▶ THE PROBLEM
Isolate every line in the records below with "image" in it.

════════

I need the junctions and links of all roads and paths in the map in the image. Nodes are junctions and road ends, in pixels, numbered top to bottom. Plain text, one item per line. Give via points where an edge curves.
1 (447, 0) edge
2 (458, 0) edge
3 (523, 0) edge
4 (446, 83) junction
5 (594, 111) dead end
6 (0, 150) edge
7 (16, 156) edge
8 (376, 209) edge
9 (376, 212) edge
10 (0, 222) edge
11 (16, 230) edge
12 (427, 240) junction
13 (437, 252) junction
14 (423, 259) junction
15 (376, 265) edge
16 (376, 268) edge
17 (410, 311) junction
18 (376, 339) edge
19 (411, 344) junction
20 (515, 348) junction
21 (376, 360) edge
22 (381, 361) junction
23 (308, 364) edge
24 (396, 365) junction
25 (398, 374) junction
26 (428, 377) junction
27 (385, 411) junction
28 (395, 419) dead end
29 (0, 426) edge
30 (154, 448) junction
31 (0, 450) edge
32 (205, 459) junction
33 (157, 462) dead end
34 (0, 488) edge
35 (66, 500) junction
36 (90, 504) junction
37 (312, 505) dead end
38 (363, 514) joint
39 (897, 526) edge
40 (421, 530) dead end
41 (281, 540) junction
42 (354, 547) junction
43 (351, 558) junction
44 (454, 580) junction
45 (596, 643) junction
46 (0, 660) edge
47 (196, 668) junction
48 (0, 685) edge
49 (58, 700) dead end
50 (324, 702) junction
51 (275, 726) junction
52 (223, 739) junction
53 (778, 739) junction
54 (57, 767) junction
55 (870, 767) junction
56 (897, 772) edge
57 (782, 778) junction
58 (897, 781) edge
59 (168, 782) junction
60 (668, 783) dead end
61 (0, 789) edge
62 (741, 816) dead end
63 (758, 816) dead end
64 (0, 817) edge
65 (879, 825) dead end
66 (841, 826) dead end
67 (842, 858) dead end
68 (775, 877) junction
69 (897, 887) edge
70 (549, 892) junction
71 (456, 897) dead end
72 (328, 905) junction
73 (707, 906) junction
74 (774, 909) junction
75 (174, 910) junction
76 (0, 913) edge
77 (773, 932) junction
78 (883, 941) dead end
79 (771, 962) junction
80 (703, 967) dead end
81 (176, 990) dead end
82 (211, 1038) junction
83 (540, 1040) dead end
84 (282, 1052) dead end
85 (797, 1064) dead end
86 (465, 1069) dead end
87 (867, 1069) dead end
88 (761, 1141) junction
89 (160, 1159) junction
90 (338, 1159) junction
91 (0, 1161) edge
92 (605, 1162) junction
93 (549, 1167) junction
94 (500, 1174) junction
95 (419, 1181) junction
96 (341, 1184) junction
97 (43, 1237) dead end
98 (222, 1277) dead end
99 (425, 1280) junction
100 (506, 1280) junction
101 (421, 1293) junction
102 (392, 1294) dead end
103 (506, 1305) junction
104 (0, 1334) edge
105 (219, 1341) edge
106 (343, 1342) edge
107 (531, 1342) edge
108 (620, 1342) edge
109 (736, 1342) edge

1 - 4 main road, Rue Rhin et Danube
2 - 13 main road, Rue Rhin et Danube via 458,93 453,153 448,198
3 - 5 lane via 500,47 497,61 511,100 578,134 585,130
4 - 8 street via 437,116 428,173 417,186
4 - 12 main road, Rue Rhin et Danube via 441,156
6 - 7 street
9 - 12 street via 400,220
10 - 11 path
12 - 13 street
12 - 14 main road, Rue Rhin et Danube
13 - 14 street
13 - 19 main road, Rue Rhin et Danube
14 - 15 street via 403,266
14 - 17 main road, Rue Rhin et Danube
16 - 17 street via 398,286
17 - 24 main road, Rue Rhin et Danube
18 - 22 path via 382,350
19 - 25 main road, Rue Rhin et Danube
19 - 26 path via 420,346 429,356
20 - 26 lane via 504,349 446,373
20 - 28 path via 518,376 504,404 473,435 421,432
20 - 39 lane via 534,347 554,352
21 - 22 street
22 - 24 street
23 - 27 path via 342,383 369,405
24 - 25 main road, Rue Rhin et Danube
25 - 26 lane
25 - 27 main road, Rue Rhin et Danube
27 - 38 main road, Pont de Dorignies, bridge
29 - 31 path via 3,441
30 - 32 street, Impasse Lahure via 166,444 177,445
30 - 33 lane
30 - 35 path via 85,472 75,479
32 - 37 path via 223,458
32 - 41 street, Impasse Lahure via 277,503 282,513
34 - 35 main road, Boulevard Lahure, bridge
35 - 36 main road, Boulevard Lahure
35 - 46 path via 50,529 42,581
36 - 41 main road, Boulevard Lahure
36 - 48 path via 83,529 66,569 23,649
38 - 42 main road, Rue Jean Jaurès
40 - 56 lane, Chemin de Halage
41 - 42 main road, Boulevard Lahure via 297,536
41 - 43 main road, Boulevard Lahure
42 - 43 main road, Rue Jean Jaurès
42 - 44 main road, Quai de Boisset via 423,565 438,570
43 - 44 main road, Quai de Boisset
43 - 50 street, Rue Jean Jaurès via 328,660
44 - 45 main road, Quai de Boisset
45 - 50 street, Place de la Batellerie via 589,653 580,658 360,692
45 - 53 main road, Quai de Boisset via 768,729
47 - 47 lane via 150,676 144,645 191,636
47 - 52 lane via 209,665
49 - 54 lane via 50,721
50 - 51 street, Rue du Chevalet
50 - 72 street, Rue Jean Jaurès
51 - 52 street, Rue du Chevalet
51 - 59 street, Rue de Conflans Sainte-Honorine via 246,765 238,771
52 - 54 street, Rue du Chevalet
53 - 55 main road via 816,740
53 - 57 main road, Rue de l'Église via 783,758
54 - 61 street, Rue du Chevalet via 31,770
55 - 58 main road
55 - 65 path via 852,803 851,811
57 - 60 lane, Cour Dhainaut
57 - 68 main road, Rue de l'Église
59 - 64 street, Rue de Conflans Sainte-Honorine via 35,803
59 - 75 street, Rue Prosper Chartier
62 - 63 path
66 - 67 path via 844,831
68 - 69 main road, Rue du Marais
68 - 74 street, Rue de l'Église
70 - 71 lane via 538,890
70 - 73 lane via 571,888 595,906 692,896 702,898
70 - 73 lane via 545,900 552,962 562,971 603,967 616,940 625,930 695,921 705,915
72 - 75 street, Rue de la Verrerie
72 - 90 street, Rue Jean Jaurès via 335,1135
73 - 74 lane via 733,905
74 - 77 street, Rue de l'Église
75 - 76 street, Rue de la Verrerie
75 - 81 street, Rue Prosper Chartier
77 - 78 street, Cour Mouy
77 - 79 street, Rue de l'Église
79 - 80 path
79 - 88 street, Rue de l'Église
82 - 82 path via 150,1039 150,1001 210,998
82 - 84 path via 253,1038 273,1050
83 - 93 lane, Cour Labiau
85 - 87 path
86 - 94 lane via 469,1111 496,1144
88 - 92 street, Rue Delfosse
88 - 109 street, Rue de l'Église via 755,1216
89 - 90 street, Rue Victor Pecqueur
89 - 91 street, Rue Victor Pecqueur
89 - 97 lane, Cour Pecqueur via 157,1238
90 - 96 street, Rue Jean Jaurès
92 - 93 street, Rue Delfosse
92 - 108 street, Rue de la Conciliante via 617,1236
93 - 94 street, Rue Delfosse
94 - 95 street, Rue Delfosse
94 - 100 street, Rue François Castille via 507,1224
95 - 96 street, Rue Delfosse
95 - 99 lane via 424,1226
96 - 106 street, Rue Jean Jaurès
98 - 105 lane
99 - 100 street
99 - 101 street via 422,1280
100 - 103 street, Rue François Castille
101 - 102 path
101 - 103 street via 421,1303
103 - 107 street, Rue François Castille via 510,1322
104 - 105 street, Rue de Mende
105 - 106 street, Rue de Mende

════════

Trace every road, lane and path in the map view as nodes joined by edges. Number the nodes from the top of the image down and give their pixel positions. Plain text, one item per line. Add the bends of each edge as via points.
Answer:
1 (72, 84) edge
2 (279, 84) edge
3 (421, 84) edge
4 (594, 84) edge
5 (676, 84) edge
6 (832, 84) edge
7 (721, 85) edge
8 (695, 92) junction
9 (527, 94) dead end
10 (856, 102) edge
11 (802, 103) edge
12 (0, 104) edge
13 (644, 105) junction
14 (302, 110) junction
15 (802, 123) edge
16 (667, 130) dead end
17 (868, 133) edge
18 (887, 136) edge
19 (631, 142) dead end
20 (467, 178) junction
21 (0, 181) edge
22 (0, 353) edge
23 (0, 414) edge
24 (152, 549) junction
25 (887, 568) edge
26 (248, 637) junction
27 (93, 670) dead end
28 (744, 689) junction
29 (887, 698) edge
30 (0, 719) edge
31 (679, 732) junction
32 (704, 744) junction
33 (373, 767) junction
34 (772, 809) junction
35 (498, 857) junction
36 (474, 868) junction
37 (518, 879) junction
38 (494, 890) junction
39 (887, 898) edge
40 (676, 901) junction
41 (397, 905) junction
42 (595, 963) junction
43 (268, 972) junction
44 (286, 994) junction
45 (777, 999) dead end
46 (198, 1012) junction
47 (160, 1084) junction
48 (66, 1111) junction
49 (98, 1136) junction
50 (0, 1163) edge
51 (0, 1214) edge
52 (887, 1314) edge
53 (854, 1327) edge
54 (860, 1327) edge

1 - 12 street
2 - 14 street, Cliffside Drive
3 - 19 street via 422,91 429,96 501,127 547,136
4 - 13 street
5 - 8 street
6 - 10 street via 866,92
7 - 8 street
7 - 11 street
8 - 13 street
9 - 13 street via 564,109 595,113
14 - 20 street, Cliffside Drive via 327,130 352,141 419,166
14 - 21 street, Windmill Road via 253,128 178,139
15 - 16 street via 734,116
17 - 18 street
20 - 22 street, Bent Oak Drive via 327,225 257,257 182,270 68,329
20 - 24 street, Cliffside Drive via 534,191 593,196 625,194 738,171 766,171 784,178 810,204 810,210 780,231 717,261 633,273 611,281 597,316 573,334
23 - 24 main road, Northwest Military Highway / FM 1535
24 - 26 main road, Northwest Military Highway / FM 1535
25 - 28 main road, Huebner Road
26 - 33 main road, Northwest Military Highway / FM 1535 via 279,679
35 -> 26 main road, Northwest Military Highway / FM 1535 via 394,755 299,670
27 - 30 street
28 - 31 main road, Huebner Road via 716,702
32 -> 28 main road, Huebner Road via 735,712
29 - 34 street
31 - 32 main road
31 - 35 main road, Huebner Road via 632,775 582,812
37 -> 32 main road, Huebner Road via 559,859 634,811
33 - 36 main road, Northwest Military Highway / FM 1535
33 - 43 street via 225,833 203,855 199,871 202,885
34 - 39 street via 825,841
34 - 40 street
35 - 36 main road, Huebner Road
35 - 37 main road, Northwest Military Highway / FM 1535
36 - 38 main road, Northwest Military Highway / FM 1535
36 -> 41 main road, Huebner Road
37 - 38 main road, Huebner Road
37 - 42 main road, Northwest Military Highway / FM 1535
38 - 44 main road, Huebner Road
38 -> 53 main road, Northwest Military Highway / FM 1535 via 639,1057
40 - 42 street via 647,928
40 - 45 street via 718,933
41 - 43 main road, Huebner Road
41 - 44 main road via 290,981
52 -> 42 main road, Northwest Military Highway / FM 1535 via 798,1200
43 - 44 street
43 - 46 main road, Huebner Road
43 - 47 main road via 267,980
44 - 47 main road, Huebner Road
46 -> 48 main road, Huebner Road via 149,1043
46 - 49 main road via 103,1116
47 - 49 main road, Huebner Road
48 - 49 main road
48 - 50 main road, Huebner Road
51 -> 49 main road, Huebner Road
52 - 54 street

════════

▶ TASK OUTPUT
I need the junctions and links of all roads and paths in the map in the image. Nodes are junctions and road ends, in pixels, numbered top to bottom. Plain text, one item per line. Give via points where an edge curves.
Trace every road, lane and path in the map view as nodes joined by edges. Number the nodes from the top of the image down and give their pixel positions. Plain text, one item per line. Add the bends of each edge as via points.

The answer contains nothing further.